▶ [Exercise data]
·····
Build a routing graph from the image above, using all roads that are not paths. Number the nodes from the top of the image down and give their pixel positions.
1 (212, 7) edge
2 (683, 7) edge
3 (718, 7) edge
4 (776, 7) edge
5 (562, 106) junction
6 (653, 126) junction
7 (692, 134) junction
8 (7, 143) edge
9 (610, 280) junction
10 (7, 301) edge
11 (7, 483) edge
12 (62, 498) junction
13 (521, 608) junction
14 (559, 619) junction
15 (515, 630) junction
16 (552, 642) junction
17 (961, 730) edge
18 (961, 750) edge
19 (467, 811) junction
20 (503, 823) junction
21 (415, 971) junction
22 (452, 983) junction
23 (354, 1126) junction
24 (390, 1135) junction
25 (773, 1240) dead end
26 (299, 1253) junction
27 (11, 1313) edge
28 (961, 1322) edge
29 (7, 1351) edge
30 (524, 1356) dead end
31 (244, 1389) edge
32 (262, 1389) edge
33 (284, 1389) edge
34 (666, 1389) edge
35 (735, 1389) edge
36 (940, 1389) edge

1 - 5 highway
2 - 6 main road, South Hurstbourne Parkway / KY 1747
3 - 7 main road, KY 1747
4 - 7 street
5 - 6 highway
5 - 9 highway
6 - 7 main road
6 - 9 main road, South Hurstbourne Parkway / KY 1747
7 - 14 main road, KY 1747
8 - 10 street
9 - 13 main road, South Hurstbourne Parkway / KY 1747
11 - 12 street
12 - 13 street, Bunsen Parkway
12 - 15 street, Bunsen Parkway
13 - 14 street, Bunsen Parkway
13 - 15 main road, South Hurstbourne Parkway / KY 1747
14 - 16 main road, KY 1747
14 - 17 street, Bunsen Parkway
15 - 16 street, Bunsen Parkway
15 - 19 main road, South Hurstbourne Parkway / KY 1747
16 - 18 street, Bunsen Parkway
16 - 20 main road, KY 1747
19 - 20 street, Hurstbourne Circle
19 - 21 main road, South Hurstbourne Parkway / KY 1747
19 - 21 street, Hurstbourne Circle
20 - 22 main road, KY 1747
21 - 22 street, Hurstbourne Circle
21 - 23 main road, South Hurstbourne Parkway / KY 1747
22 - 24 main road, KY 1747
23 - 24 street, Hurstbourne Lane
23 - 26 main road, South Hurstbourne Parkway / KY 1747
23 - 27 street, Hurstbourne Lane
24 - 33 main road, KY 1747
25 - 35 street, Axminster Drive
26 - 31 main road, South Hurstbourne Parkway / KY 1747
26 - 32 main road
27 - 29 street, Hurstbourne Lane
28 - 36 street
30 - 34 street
·····
▶ [Try it] All entries must be printed exactly, with nothing omitted.

▶ [Answer space]
Build a routing graph from the image above, using all roads that are not paths. Number the nodes from the top of the image down and give their pixel positions.
1 (212, 7) edge
2 (683, 7) edge
3 (718, 7) edge
4 (776, 7) edge
5 (562, 106) junction
6 (653, 126) junction
7 (692, 134) junction
8 (7, 143) edge
9 (610, 280) junction
10 (7, 301) edge
11 (7, 483) edge
12 (62, 498) junction
13 (521, 608) junction
14 (559, 619) junction
15 (515, 630) junction
16 (552, 642) junction
17 (961, 730) edge
18 (961, 750) edge
19 (467, 811) junction
20 (503, 823) junction
21 (415, 971) junction
22 (452, 983) junction
23 (354, 1126) junction
24 (390, 1135) junction
25 (773, 1240) dead end
26 (299, 1253) junction
27 (11, 1313) edge
28 (961, 1322) edge
29 (7, 1351) edge
30 (524, 1356) dead end
31 (244, 1389) edge
32 (262, 1389) edge
33 (284, 1389) edge
34 (666, 1389) edge
35 (735, 1389) edge
36 (940, 1389) edge

1 - 5 highway
2 - 6 main road, South Hurstbourne Parkway / KY 1747
3 - 7 main road, KY 1747
4 - 7 street
5 - 6 highway
5 - 9 highway
6 - 7 main road
6 - 9 main road, South Hurstbourne Parkway / KY 1747
7 - 14 main road, KY 1747
8 - 10 street
9 - 13 main road, South Hurstbourne Parkway / KY 1747
11 - 12 street
12 - 13 street, Bunsen Parkway
12 - 15 street, Bunsen Parkway
13 - 14 street, Bunsen Parkway
13 - 15 main road, South Hurstbourne Parkway / KY 1747
14 - 16 main road, KY 1747
14 - 17 street, Bunsen Parkway
15 - 16 street, Bunsen Parkway
15 - 19 main road, South Hurstbourne Parkway / KY 1747
16 - 18 street, Bunsen Parkway
16 - 20 main road, KY 1747
19 - 20 street, Hurstbourne Circle
19 - 21 main road, South Hurstbourne Parkway / KY 1747
19 - 21 street, Hurstbourne Circle
20 - 22 main road, KY 1747
21 - 22 street, Hurstbourne Circle
21 - 23 main road, South Hurstbourne Parkway / KY 1747
22 - 24 main road, KY 1747
23 - 24 street, Hurstbourne Lane
23 - 26 main road, South Hurstbourne Parkway / KY 1747
23 - 27 street, Hurstbourne Lane
24 - 33 main road, KY 1747
25 - 35 street, Axminster Drive
26 - 31 main road, South Hurstbourne Parkway / KY 1747
26 - 32 main road
27 - 29 street, Hurstbourne Lane
28 - 36 street
30 - 34 street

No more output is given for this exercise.